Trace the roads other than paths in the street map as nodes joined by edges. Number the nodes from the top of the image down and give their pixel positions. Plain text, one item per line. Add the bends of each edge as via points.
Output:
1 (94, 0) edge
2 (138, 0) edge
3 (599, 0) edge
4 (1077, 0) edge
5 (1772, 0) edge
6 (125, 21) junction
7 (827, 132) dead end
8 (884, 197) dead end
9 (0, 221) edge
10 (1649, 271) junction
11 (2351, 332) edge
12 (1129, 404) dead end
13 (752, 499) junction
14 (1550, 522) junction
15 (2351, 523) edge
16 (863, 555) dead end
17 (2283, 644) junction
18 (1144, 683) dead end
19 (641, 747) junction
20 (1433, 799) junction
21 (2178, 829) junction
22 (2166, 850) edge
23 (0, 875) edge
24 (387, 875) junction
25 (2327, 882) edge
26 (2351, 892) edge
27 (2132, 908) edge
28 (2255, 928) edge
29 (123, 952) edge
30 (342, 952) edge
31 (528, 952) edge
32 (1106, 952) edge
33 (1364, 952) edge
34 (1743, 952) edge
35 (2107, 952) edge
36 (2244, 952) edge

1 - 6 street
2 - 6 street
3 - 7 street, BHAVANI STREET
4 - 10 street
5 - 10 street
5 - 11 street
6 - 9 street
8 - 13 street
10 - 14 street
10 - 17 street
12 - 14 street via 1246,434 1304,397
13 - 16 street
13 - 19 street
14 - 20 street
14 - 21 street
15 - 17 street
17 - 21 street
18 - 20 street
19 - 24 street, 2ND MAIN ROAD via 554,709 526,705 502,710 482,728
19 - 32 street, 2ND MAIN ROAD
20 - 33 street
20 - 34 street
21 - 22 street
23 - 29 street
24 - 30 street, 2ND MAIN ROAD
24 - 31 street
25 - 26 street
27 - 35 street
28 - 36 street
···
▸ Exercise description
Search the entries for the word "junction", then gather every line that has it.

▸ Written response
6 (125, 21) junction
10 (1649, 271) junction
13 (752, 499) junction
14 (1550, 522) junction
17 (2283, 644) junction
19 (641, 747) junction
20 (1433, 799) junction
21 (2178, 829) junction
24 (387, 875) junction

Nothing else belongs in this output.